I find I’m much more likely to enjoy a funny science fiction movie than a “serious” one. The serious ones too often get solemn and usually go off the rails at some point. It’s so much more fun to see something that takes the tropes of real SF and plays with them, movies like Idiocracy, or Paul, or Galaxy Quest. Or with horror moves, Shaun of the Dead.

This movie is the grand-daddy of funny SF. Woody takes a legitimate story line of frozen sleep and takes off with it. Frozen? So when they open him up, he’s wrapped in tin foil, even with his glasses on, like they used to do with TV dinners. He gets to make snide comments on things from the past that they show him, some of them now a bit dated, like Howard Cosell. (Dated? I guess so, being dead. I wonder how many young people even know who he was?)
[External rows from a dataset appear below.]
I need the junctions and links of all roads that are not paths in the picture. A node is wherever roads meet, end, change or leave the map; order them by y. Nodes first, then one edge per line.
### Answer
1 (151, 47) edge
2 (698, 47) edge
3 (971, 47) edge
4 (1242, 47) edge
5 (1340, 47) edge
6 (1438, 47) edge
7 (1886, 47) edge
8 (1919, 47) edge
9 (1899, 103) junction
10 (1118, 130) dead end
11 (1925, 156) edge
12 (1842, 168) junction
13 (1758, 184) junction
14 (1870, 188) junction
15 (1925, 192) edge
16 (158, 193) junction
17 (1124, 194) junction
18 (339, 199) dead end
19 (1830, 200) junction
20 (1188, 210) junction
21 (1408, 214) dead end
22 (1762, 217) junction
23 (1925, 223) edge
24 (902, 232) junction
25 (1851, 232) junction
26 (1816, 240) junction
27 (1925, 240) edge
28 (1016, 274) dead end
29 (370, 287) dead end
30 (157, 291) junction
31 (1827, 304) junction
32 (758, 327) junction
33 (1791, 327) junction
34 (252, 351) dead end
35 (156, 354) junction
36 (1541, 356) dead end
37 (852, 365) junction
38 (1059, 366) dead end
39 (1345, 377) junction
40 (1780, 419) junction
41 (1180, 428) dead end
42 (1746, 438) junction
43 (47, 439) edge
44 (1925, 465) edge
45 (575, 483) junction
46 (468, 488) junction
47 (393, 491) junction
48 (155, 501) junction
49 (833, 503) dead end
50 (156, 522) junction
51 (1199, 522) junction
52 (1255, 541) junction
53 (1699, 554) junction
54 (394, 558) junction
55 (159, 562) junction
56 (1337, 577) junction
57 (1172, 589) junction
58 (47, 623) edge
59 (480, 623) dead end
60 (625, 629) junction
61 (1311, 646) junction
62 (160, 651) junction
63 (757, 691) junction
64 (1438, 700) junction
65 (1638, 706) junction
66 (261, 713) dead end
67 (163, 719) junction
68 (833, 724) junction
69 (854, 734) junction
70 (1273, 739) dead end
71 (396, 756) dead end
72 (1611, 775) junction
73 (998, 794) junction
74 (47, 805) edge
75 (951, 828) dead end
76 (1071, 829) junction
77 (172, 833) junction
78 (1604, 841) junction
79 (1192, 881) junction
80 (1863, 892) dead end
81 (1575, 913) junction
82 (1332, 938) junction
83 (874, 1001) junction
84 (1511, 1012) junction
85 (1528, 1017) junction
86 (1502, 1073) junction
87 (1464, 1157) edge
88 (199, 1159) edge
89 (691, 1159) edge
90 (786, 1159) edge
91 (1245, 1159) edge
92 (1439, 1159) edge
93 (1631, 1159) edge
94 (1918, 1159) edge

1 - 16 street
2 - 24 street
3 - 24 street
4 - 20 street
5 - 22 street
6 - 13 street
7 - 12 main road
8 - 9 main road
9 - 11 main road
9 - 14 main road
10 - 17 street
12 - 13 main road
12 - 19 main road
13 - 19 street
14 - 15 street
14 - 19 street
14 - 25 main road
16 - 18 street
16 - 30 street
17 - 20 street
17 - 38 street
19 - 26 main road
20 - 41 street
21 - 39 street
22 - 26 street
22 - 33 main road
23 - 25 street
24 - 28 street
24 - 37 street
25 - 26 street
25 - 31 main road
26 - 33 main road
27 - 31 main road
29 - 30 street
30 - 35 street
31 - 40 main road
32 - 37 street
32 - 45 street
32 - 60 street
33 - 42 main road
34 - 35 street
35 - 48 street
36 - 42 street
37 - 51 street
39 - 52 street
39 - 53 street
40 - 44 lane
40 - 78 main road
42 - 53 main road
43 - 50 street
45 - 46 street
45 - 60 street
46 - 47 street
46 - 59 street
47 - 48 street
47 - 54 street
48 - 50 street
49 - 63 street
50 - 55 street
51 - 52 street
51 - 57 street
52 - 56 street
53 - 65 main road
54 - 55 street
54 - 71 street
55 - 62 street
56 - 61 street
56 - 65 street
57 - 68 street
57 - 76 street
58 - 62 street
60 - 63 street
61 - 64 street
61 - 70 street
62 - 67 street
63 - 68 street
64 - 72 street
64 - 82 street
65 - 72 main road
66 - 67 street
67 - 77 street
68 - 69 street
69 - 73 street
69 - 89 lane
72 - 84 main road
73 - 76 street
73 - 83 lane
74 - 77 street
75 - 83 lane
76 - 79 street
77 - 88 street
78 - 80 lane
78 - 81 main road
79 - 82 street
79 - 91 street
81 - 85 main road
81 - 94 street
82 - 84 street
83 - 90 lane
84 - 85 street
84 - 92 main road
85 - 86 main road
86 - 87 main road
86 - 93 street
Then there is the plot of the revolutionary underground trying to overthrow the repressive government … repressive behind the scenes, because like Brave New World or The Time Machine, everything looks hunky-dory on the surface, with beautiful, hedonistic people and every modern convenience, including personal robots. Then there’s the Orgasmatron, sexual satisfaction in three seconds without all that physical mess, and the mysterious Orb, which gives you a high when you handle it.

As usual for this time in his career, there is a fair amount of slapstick that works indifferently well, and often seems out of place beside his more cerebral jokes and sight gags. Exception: When he finds a hydroponic garden filled with gigantic crops. A stick of celery and a banana as big as canoes. He peels the banana and then slips on the peel. Funny! Or the discovery of a 200-year-old Volkswagen, that starts right up as soon as he turns the key.

Wiki says he consulted with Isaac Asimov and Ben Bova as to whether or not certain things in the script might be possible in the future. Well, in a sense, I guess anything is possible 200 years from now, and Isaac and Ben have no more credentials to paint a picture of it than you or I. Certainly some of it is, but if either of them put their stamp of approval of cloning Our Leader’s nose into his clothes, they should be ashamed of themselves. Something I hadn’t remembered: Sleeper won the Hugo Award for Best Dramatic Presentation.